Using terminal multiplexers

Nextflow pipelines do not run in the background by default, so it is best to use a terminal multiplexer if running a long pipeline. Terminal multiplexers allow you to have multiple windows within a single terminal window. The benefit of these for running Nextflow pipelines is that you can detach from these terminal windows and reattach them later (even through an ssh connection) to check on the pipeline’s progress.

The two most common terminal multiplexers are screen and tmux. We advise using tmux when possible as it is just as easy to use and has some excellent features but will also explain how to use screen.

Tmux

Installing tmux on Ubuntu is as easy as running:

sudo apt-get install tmux

You can start a tmux session by simply running:

tmux

tmux_0

We are now in a tmux session which has been named 0. By default, tmux will number your sessions from 0. You can access the tmux commands by pressing Ctrl+b. To kill the session, you can use Ctrl+d or Ctrl+b then x. To detach from the screen, use Ctrl+b then d.

To reattach to the screen using the command:

tmux attach-session -t <session_name>

So for our session:

tmux attach-session -t 0

Using the default numbered names will quickly get confusing, so we should give our sessions meaningful names instead. For example, if you want to launch a download job, you could make a named session with:

tmux new -s download

tmux_download

You can see at the bottom of the screen that we are now on a session called download. We can detach (with Ctrl+b then d) and reattach (with tmux attach-session -t download), and you will still see the same display as when you detached.

You can now make several sessions with different names and switch back and forth between them to check the progress of your pipelines. If you forget the names of your sessions you can use the following command to list them:

tmux ls

Screen

screen is similar to tmux, so we will quickly go over the equivalent commands.
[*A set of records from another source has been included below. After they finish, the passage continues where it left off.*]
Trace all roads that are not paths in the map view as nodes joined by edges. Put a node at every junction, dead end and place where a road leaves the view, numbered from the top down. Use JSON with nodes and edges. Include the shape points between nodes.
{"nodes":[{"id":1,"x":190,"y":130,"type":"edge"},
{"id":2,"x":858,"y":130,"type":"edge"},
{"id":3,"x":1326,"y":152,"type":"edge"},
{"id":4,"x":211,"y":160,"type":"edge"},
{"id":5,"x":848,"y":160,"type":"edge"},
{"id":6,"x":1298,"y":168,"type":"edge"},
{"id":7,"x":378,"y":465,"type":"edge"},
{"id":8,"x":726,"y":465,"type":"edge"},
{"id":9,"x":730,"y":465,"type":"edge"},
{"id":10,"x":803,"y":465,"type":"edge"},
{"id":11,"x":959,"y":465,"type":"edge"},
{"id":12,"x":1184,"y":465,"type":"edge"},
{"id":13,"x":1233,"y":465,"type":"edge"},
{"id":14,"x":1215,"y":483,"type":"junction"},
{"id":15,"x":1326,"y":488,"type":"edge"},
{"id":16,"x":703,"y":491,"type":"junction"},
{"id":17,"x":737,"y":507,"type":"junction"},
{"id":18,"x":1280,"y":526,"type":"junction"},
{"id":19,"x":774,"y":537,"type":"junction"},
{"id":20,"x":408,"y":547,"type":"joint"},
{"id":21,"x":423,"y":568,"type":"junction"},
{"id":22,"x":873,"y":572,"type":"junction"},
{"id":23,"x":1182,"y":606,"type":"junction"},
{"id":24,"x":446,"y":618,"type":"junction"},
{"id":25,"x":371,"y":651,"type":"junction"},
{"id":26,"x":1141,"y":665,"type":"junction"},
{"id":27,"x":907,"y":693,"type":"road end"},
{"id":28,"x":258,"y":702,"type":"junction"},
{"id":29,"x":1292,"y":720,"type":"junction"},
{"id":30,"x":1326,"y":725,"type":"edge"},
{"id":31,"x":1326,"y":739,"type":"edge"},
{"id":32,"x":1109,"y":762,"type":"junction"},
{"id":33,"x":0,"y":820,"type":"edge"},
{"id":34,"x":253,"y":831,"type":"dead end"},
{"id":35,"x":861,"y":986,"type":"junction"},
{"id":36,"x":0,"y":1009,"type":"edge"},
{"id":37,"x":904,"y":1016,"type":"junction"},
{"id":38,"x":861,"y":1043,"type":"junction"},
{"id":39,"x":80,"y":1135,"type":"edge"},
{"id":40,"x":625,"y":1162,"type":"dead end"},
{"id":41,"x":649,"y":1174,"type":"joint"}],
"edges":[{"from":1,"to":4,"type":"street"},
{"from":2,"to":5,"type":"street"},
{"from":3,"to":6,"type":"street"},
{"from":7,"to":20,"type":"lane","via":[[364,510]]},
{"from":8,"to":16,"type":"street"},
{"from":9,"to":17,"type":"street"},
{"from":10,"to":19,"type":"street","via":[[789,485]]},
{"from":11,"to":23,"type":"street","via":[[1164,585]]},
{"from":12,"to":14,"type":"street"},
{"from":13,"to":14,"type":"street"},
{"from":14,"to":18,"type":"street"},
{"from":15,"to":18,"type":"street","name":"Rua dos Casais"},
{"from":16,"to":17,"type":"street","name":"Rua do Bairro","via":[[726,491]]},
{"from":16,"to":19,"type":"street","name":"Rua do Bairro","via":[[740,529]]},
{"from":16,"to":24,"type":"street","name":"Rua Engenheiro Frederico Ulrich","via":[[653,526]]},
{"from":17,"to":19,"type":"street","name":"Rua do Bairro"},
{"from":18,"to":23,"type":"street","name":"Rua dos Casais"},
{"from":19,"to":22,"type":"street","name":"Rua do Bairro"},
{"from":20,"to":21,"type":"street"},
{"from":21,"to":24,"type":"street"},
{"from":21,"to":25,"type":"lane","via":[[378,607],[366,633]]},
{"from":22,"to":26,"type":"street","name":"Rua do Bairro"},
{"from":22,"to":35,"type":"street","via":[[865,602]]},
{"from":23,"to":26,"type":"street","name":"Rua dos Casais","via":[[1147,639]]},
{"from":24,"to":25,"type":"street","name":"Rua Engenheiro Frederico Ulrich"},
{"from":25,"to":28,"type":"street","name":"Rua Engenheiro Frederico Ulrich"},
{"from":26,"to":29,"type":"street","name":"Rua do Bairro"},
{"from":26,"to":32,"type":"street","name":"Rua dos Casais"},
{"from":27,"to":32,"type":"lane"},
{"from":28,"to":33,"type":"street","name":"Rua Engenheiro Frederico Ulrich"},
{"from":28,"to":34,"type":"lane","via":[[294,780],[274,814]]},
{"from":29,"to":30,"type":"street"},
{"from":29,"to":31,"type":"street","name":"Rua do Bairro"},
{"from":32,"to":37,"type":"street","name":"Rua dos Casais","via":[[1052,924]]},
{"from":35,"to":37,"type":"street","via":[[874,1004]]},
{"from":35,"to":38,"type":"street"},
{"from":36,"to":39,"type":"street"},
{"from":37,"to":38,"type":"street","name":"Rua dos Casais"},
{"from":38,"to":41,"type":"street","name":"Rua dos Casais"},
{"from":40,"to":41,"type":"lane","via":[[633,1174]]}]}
To make a named session use:

screen -S <screen_name>

There isn’t a bar at the bottom of your new session like in tmux, so you will have to remember if you’re within a session or not. To perform screen commands, you first press Ctrl+a then to detach and click d.

Then you can reattach it with

screen -r <screen_name>

You can use

screen -r

To attach to your sessions if you only have one or list all of your sessions.

Where are each of these jobs running?

Nextflow jobs are all run within a work directory. By default, the work directory is ./work but it can be altered by setting

workDir = "/data/dir/for/work"

in the nextflow.config file or on the command line with -w /data/dir/for/work.

For each job that nextflow runs, it will create a subdirectory and run the job there. Let’s use one of the outputs of our simple hello_world.nf script as an example:

N E X T F L O W  ~  version 22.03.1-edge
Launching `/home/nick/code/Nextflow_Training_2022B/code/hello_world.nf` [nostalgic_kare] DSL2 - revision: 582ccc5833
executor >  local (2)
[23/9bf45d] process > make_file [100%] 1 of 1 ✔
[9d/9c5ecd] process > echo_file [100%] 1 of 1 ✔
HELLO WORLD

The characters on the left between the square brackets describe the most recent launched job for that process. So if we want to investigate the make_file job, we can move into its subdirectory like so:

cd work/23/9bf45d111e14368b2438367f6813c2/

Where I have copied 23/9bf45d and then used the tab to complete the 30-character hex that Nextflow uses to create the subdirectory. Let’s see what is within the subdirectory:

ls
message.txt

We can see the message.txt file we created in our process. If we want to investigate the files that Nextflow creates, we must look at the hidden files:

ls -a
.
..
.command.begin
.command.err
.command.log
.command.out
.command.run
.command.sh
.exitcode
message.txt

Let us go through what each of these files does:

.command.begin: This file is created once the job has begun (no longer in a queue)

.exitcode: Once the job has complete, this file will be created with the exit code (0 means finished successfully and other numbers are errors)

.command.out: The standard output (stdout) of the job

.command.err: The standard error (stderr) of the job

.command.log: Both the standard output and error of the job. This file is very useful for debugging as it will contain all outputs of the code. You can use tail -f .command.log to see what the job is outputting in real-time.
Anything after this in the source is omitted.